**TASK DETAILS**
Print the entries exactly; no image belongs in the copy.

================

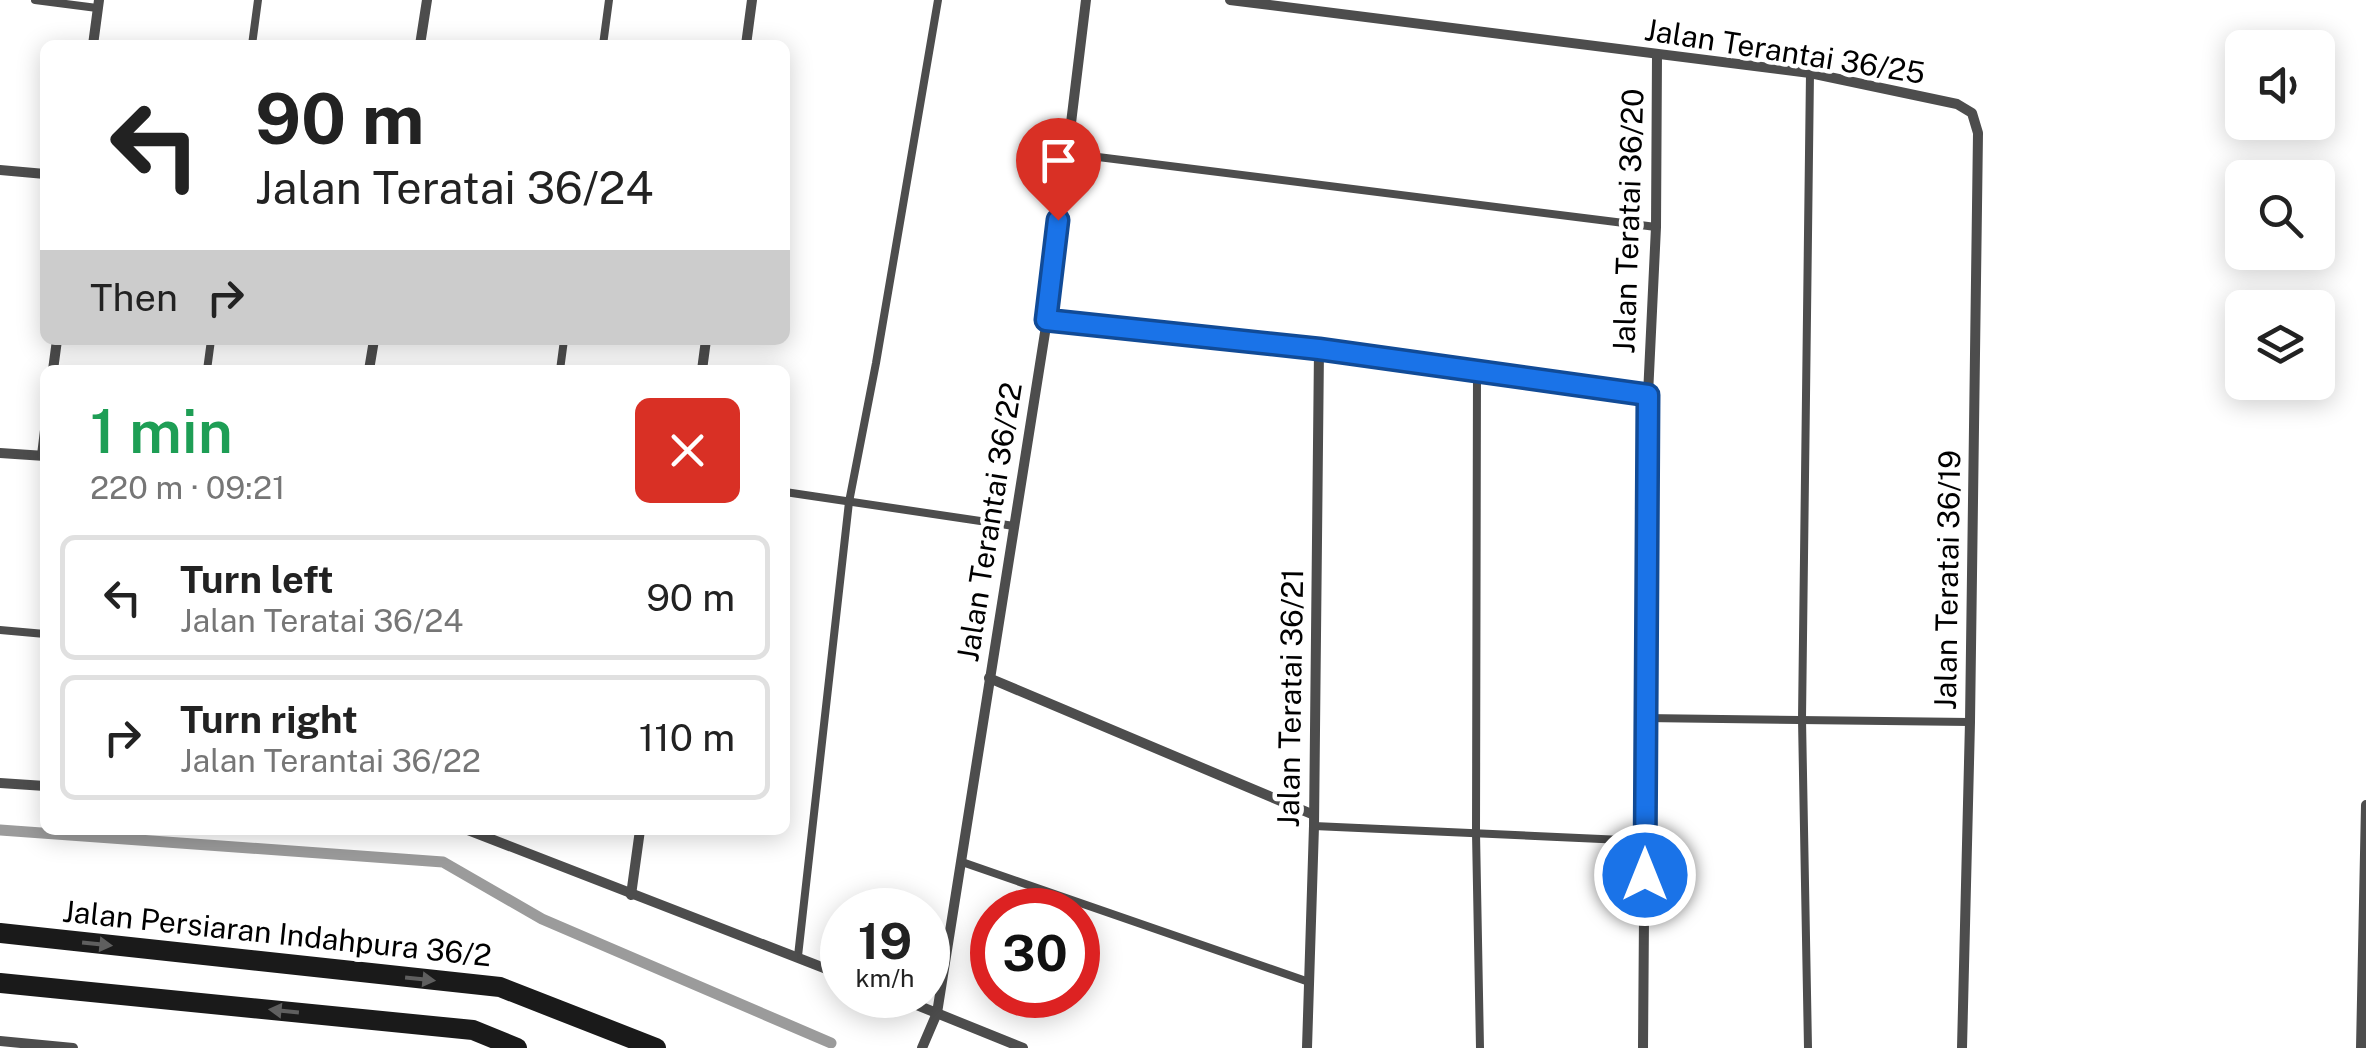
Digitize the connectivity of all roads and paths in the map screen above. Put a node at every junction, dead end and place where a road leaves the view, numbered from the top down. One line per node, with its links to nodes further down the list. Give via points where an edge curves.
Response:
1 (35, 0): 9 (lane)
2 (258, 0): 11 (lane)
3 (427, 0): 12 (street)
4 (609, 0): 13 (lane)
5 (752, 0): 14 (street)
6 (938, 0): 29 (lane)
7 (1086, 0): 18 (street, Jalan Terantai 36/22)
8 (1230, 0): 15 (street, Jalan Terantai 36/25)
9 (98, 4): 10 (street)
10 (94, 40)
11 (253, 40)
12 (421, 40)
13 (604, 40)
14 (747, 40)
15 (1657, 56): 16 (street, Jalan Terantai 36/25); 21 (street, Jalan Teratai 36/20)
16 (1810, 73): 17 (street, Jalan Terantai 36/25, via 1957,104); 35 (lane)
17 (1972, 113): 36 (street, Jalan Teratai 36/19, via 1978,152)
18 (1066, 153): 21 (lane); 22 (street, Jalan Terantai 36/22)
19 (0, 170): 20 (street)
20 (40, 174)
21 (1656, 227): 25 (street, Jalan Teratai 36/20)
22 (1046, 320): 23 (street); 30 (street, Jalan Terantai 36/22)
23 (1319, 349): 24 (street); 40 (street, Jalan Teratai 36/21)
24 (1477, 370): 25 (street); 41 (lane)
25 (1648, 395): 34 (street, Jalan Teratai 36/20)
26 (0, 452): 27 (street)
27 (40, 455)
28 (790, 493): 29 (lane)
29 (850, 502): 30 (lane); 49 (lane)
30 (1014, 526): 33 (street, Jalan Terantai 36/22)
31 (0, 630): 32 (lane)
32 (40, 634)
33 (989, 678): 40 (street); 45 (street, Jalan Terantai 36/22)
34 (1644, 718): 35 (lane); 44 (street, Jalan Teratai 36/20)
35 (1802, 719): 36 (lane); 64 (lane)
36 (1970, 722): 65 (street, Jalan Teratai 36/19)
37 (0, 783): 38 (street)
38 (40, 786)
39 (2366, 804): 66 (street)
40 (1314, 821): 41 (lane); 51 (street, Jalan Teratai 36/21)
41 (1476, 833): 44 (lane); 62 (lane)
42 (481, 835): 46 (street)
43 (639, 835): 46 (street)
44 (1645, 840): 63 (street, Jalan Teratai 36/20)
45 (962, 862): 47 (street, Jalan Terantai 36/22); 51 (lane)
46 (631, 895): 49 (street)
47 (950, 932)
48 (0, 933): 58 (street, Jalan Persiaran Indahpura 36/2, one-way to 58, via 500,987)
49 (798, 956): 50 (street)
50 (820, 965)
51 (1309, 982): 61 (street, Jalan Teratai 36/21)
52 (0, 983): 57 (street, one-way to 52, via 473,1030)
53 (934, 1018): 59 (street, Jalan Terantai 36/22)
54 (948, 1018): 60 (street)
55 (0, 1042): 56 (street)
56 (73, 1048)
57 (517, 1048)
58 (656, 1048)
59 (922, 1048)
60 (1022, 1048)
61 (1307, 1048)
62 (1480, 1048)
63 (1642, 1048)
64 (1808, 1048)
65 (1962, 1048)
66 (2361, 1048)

================

**SOLUTION FOR THIS TASK**
Digitize the connectivity of all roads and paths in the map screen above. Put a node at every junction, dead end and place where a road leaves the view, numbered from the top down. One line per node, with its links to nodes further down the list. Give via points where an edge curves.
Response:
1 (35, 0): 9 (lane)
2 (258, 0): 11 (lane)
3 (427, 0): 12 (street)
4 (609, 0): 13 (lane)
5 (752, 0): 14 (street)
6 (938, 0): 29 (lane)
7 (1086, 0): 18 (street, Jalan Terantai 36/22)
8 (1230, 0): 15 (street, Jalan Terantai 36/25)
9 (98, 4): 10 (street)
10 (94, 40)
11 (253, 40)
12 (421, 40)
13 (604, 40)
14 (747, 40)
15 (1657, 56): 16 (street, Jalan Terantai 36/25); 21 (street, Jalan Teratai 36/20)
16 (1810, 73): 17 (street, Jalan Terantai 36/25, via 1957,104); 35 (lane)
17 (1972, 113): 36 (street, Jalan Teratai 36/19, via 1978,152)
18 (1066, 153): 21 (lane); 22 (street, Jalan Terantai 36/22)
19 (0, 170): 20 (street)
20 (40, 174)
21 (1656, 227): 25 (street, Jalan Teratai 36/20)
22 (1046, 320): 23 (street); 30 (street, Jalan Terantai 36/22)
23 (1319, 349): 24 (street); 40 (street, Jalan Teratai 36/21)
24 (1477, 370): 25 (street); 41 (lane)
25 (1648, 395): 34 (street, Jalan Teratai 36/20)
26 (0, 452): 27 (street)
27 (40, 455)
28 (790, 493): 29 (lane)
29 (850, 502): 30 (lane); 49 (lane)
30 (1014, 526): 33 (street, Jalan Terantai 36/22)
31 (0, 630): 32 (lane)
32 (40, 634)
33 (989, 678): 40 (street); 45 (street, Jalan Terantai 36/22)
34 (1644, 718): 35 (lane); 44 (street, Jalan Teratai 36/20)
35 (1802, 719): 36 (lane); 64 (lane)
36 (1970, 722): 65 (street, Jalan Teratai 36/19)
37 (0, 783): 38 (street)
38 (40, 786)
39 (2366, 804): 66 (street)
40 (1314, 821): 41 (lane); 51 (street, Jalan Teratai 36/21)
41 (1476, 833): 44 (lane); 62 (lane)
42 (481, 835): 46 (street)
43 (639, 835): 46 (street)
44 (1645, 840): 63 (street, Jalan Teratai 36/20)
45 (962, 862): 47 (street, Jalan Terantai 36/22); 51 (lane)
46 (631, 895): 49 (street)
47 (950, 932)
48 (0, 933): 58 (street, Jalan Persiaran Indahpura 36/2, one-way to 58, via 500,987)
49 (798, 956): 50 (street)
50 (820, 965)
51 (1309, 982): 61 (street, Jalan Teratai 36/21)
52 (0, 983): 57 (street, one-way to 52, via 473,1030)
53 (934, 1018): 59 (street, Jalan Terantai 36/22)
54 (948, 1018): 60 (street)
55 (0, 1042): 56 (street)
56 (73, 1048)
57 (517, 1048)
58 (656, 1048)
59 (922, 1048)
60 (1022, 1048)
61 (1307, 1048)
62 (1480, 1048)
63 (1642, 1048)
64 (1808, 1048)
65 (1962, 1048)
66 (2361, 1048)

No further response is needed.